Input data:
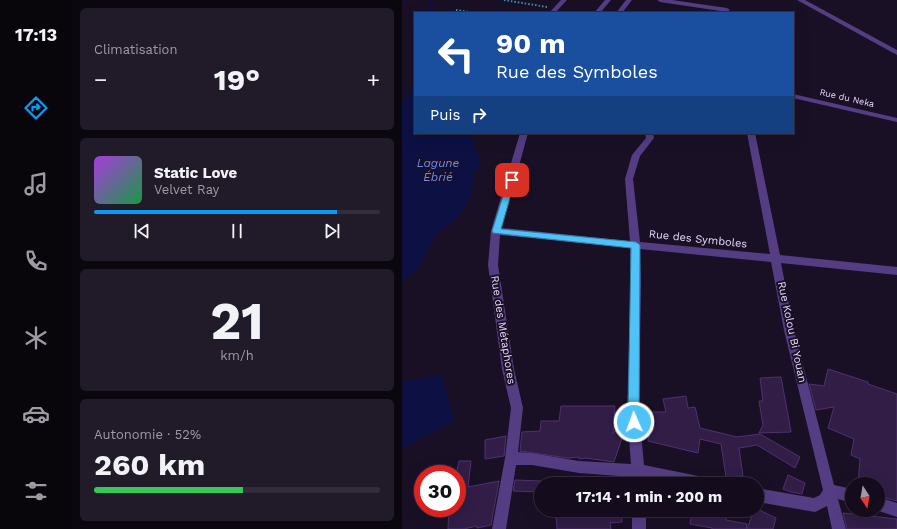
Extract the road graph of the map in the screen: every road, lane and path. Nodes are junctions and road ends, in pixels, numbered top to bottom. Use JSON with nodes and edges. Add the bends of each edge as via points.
{"nodes":[{"id":1,"x":504,"y":0,"type":"edge"},
{"id":2,"x":564,"y":0,"type":"edge"},
{"id":3,"x":608,"y":0,"type":"edge"},
{"id":4,"x":629,"y":0,"type":"edge"},
{"id":5,"x":660,"y":0,"type":"edge"},
{"id":6,"x":800,"y":0,"type":"edge"},
{"id":7,"x":456,"y":10,"type":"dead end"},
{"id":8,"x":727,"y":10,"type":"edge"},
{"id":9,"x":555,"y":11,"type":"edge"},
{"id":10,"x":471,"y":12,"type":"edge"},
{"id":11,"x":598,"y":12,"type":"edge"},
{"id":12,"x":620,"y":12,"type":"edge"},
{"id":13,"x":897,"y":53,"type":"edge"},
{"id":14,"x":794,"y":96,"type":"edge"},
{"id":15,"x":897,"y":120,"type":"edge"},
{"id":16,"x":524,"y":134,"type":"edge"},
{"id":17,"x":649,"y":134,"type":"edge"},
{"id":18,"x":751,"y":134,"type":"edge"},
{"id":19,"x":496,"y":231,"type":"junction"},
{"id":20,"x":636,"y":245,"type":"junction"},
{"id":21,"x":776,"y":259,"type":"junction"},
{"id":22,"x":897,"y":271,"type":"edge"},
{"id":23,"x":511,"y":458,"type":"junction"},
{"id":24,"x":634,"y":477,"type":"edge"},
{"id":25,"x":639,"y":477,"type":"edge"},
{"id":26,"x":830,"y":490,"type":"junction"},
{"id":27,"x":845,"y":494,"type":"edge"},
{"id":28,"x":764,"y":496,"type":"edge"},
{"id":29,"x":885,"y":506,"type":"edge"},
{"id":30,"x":897,"y":510,"type":"edge"},
{"id":31,"x":639,"y":517,"type":"edge"},
{"id":32,"x":499,"y":529,"type":"edge"},
{"id":33,"x":640,"y":529,"type":"edge"},
{"id":34,"x":839,"y":529,"type":"edge"}],
"edges":[{"from":1,"to":9,"type":"path"},
{"from":2,"to":9,"type":"street"},
{"from":3,"to":11,"type":"street"},
{"from":4,"to":12,"type":"street"},
{"from":5,"to":8,"type":"street"},
{"from":6,"to":13,"type":"street"},
{"from":7,"to":10,"type":"path"},
{"from":14,"to":15,"type":"street","name":"Rue du Neka"},
{"from":16,"to":19,"type":"street","name":"Rue des Métaphores"},
{"from":17,"to":20,"type":"street","via":[[650,138],[636,155],[629,179]]},
{"from":18,"to":21,"type":"street","name":"Rue Kolou Bi Youan"},
{"from":19,"to":20,"type":"street","name":"Rue des Symboles"},
{"from":19,"to":23,"type":"street","name":"Rue des Métaphores","via":[[493,265],[508,369],[517,408]]},
{"from":20,"to":21,"type":"street","name":"Rue des Symboles"},
{"from":20,"to":25,"type":"street","via":[[633,411]]},
{"from":21,"to":22,"type":"street","name":"Rue des Symboles"},
{"from":21,"to":26,"type":"street","name":"Rue Kolou Bi Youan","via":[[789,330]]},
{"from":23,"to":24,"type":"street","via":[[532,459]]},
{"from":23,"to":32,"type":"street","name":"Rue des Métaphores"},
{"from":26,"to":27,"type":"street"},
{"from":26,"to":28,"type":"street","via":[[825,500],[815,505]]},
{"from":26,"to":34,"type":"street","name":"Rue Kolou Bi Youan"},
{"from":29,"to":30,"type":"street"},
{"from":31,"to":33,"type":"street"}]}
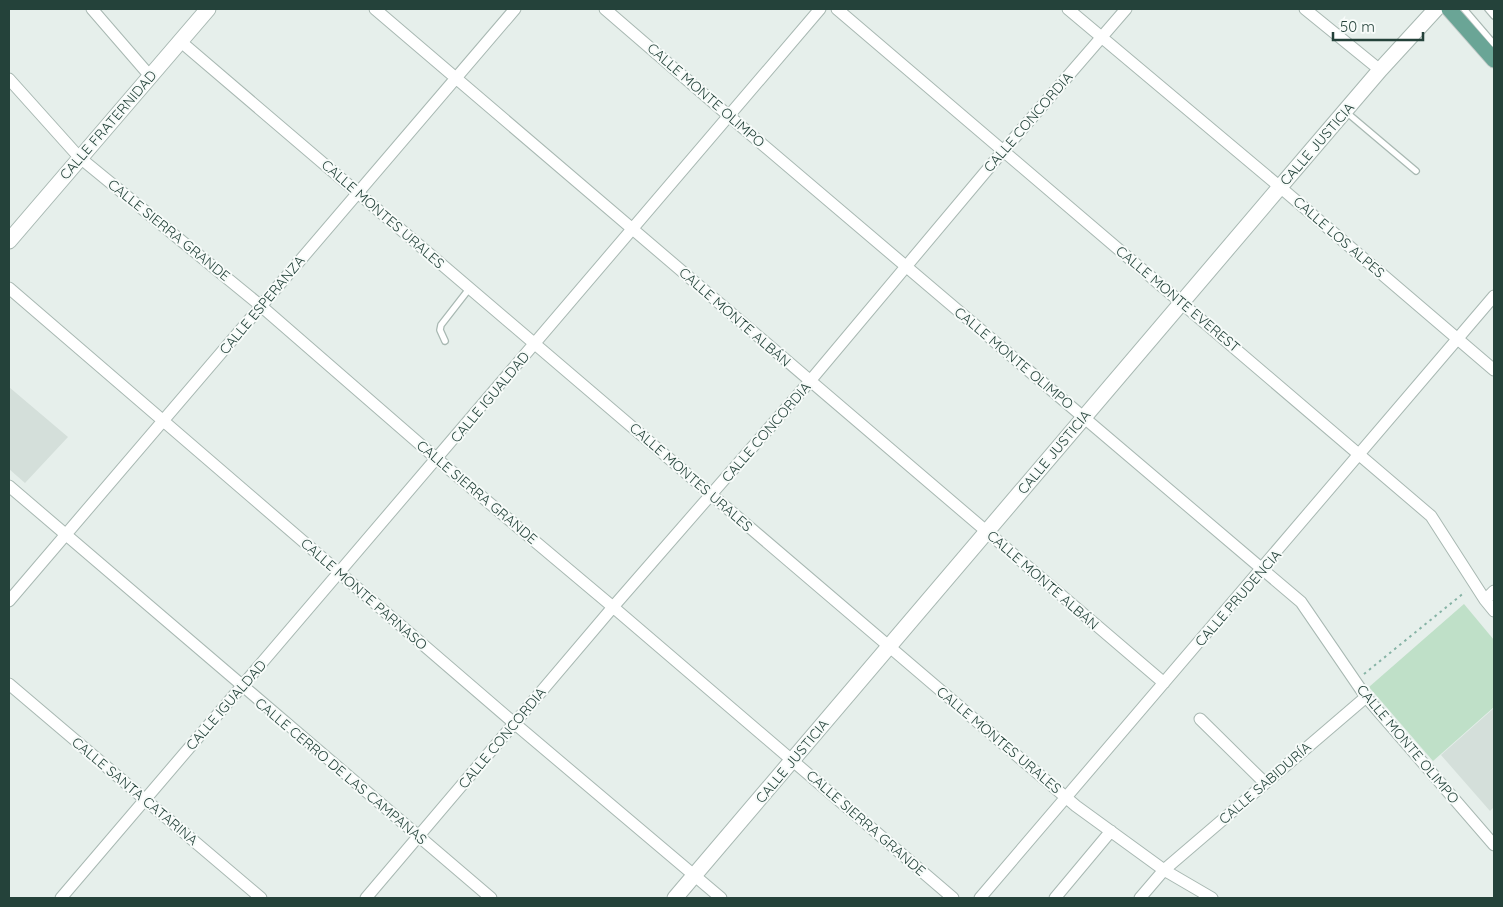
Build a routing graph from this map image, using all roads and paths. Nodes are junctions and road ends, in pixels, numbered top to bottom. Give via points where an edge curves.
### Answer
1 (92, 9) edge
2 (208, 9) edge
3 (375, 9) edge
4 (515, 9) edge
5 (605, 9) edge
6 (820, 9) edge
7 (837, 9) edge
8 (1068, 9) edge
9 (1126, 9) edge
10 (1305, 9) edge
11 (1436, 9) edge
12 (1449, 9) edge
13 (1464, 9) edge
14 (1488, 9) edge
15 (1494, 16) edge
16 (1102, 37) junction
17 (180, 42) junction
18 (1494, 44) edge
19 (1494, 60) edge
20 (1380, 70) junction
21 (150, 76) junction
22 (456, 78) junction
23 (9, 79) edge
24 (1346, 111) junction
25 (729, 116) junction
26 (1002, 151) junction
27 (80, 157) junction
28 (1416, 171) dead end
29 (1280, 187) junction
30 (358, 192) junction
31 (632, 229) junction
32 (9, 241) edge
33 (906, 266) junction
34 (9, 288) edge
35 (469, 289) junction
36 (1494, 296) edge
37 (1182, 302) junction
38 (261, 306) junction
39 (1458, 339) junction
40 (445, 341) dead end
41 (535, 344) junction
42 (1494, 370) edge
43 (810, 381) junction
44 (1084, 417) junction
45 (163, 421) junction
46 (1360, 454) junction
47 (437, 459) junction
48 (9, 486) edge
49 (712, 495) junction
50 (986, 531) junction
51 (65, 536) junction
52 (1262, 569) junction
53 (340, 573) junction
54 (1474, 584) junction
55 (1494, 592) edge
56 (1485, 600) junction
57 (9, 601) edge
58 (613, 607) junction
59 (1494, 611) edge
60 (889, 646) junction
61 (1356, 681) junction
62 (1164, 683) junction
63 (9, 684) edge
64 (242, 686) junction
65 (1366, 697) junction
66 (1200, 719) dead end
67 (514, 723) junction
68 (792, 760) junction
69 (1265, 783) junction
70 (1066, 797) junction
71 (144, 800) junction
72 (1111, 831) junction
73 (418, 836) junction
74 (1492, 838) edge
75 (1164, 870) junction
76 (694, 876) junction
77 (61, 898) edge
78 (261, 898) edge
79 (366, 898) edge
80 (491, 898) edge
81 (675, 898) edge
82 (721, 898) edge
83 (954, 898) edge
84 (980, 898) edge
85 (1055, 898) edge
86 (1140, 898) edge
87 (1212, 898) edge

1 - 21 street
2 - 17 street, CALLE FRATERNIDAD
3 - 22 street, CALLE MONTE ALBÁN
4 - 22 street, CALLE ESPERANZA
5 - 25 street, CALLE MONTE OLIMPO
6 - 25 street, CALLE IGUALDAD
7 - 26 street, CALLE MONTE EVEREST
8 - 16 street, CALLE LOS ALPES
9 - 16 street, CALLE CONCORDIA
10 - 20 street
11 - 20 street, CALLE JUSTICIA
12 - 19 main road
13 - 18 lane
14 - 15 lane
16 - 26 street, CALLE CONCORDIA
16 - 29 street, CALLE LOS ALPES
17 - 21 street, CALLE FRATERNIDAD
17 - 30 street, CALLE MONTES URALES
20 - 24 street, CALLE JUSTICIA
21 - 27 street, CALLE FRATERNIDAD
22 - 30 street, CALLE ESPERANZA
22 - 31 street, CALLE MONTE ALBÁN
23 - 27 street, CALLE SIERRA GRANDE
24 - 28 lane
24 - 29 street, CALLE JUSTICIA
25 - 31 street, CALLE IGUALDAD
25 - 33 street, CALLE MONTE OLIMPO
26 - 33 street, CALLE CONCORDIA
26 - 37 street, CALLE MONTE EVEREST
27 - 32 street, CALLE FRATERNIDAD
27 - 38 street, CALLE SIERRA GRANDE
29 - 37 street, CALLE JUSTICIA
29 - 39 street, CALLE LOS ALPES
30 - 35 street, CALLE MONTES URALES
30 - 38 street, CALLE ESPERANZA
31 - 41 street, CALLE IGUALDAD
31 - 43 street, CALLE MONTE ALBÁN
33 - 43 street, CALLE CONCORDIA
33 - 44 street, CALLE MONTE OLIMPO
34 - 45 street, CALLE MONTE PARNASO
35 - 40 lane via 441,325
35 - 41 street, CALLE MONTES URALES
36 - 39 street, CALLE PRUDENCIA
37 - 44 street, CALLE JUSTICIA
37 - 46 street, CALLE MONTE EVEREST
38 - 45 street, CALLE ESPERANZA
38 - 47 street, CALLE SIERRA GRANDE
39 - 42 street, CALLE LOS ALPES
39 - 46 street, CALLE PRUDENCIA
41 - 47 street, CALLE IGUALDAD
41 - 49 street, CALLE MONTES URALES
43 - 49 street, CALLE CONCORDIA
43 - 50 street, CALLE MONTE ALBÁN
44 - 50 street, CALLE JUSTICIA
44 - 52 street, CALLE MONTE OLIMPO
45 - 51 street, CALLE ESPERANZA
45 - 53 street, CALLE MONTE PARNASO
46 - 52 street, CALLE PRUDENCIA
46 - 54 street, CALLE MONTE EVEREST via 1431,516
47 - 53 street, CALLE IGUALDAD
47 - 58 street, CALLE SIERRA GRANDE
48 - 51 street, CALLE CERRO DE LAS CAMPANAS
49 - 58 street, CALLE CONCORDIA
49 - 60 street, CALLE MONTES URALES
50 - 60 street, CALLE JUSTICIA
50 - 62 street, CALLE MONTE ALBÁN
51 - 57 street, CALLE ESPERANZA
51 - 64 street, CALLE CERRO DE LAS CAMPANAS
52 - 61 street, CALLE MONTE OLIMPO via 1301,602
52 - 62 street, CALLE PRUDENCIA
53 - 64 street, CALLE IGUALDAD
53 - 67 street, CALLE MONTE PARNASO
54 - 56 street, CALLE MONTE EVEREST
54 - 61 path
55 - 56 street
56 - 59 street, CALLE MONTE EVEREST
58 - 67 street, CALLE CONCORDIA
58 - 68 street, CALLE SIERRA GRANDE
60 - 68 street, CALLE JUSTICIA
60 - 70 street, CALLE MONTES URALES
61 - 65 street, CALLE MONTE OLIMPO
62 - 70 street, CALLE PRUDENCIA
63 - 71 street, CALLE SANTA CATARINA
64 - 71 street, CALLE IGUALDAD
64 - 73 street, CALLE CERRO DE LAS CAMPANAS
65 - 69 street, CALLE SABIDURÍA
65 - 74 street, CALLE MONTE OLIMPO
66 - 69 street
67 - 73 street, CALLE CONCORDIA
67 - 76 street, CALLE MONTE PARNASO
68 - 76 street, CALLE JUSTICIA
68 - 83 street, CALLE SIERRA GRANDE
69 - 75 street, CALLE SABIDURÍA
70 - 72 street, CALLE MONTES URALES
70 - 84 street, CALLE PRUDENCIA
71 - 77 street, CALLE IGUALDAD
71 - 78 street, CALLE SANTA CATARINA
72 - 75 street, CALLE MONTES URALES
72 - 85 street
73 - 79 street, CALLE CONCORDIA
73 - 80 street, CALLE CERRO DE LAS CAMPANAS
75 - 86 street, CALLE SABIDURÍA
75 - 87 street, CALLE MONTES URALES
76 - 81 street, CALLE JUSTICIA
76 - 82 street, CALLE MONTE PARNASO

Task to carry out: If a line in the data contains the string "Kolou", copy it.

Output:
{"from":18,"to":21,"type":"street","name":"Rue Kolou Bi Youan"},
{"from":21,"to":26,"type":"street","name":"Rue Kolou Bi Youan","via":[[789,330]]},
{"from":26,"to":34,"type":"street","name":"Rue Kolou Bi Youan"},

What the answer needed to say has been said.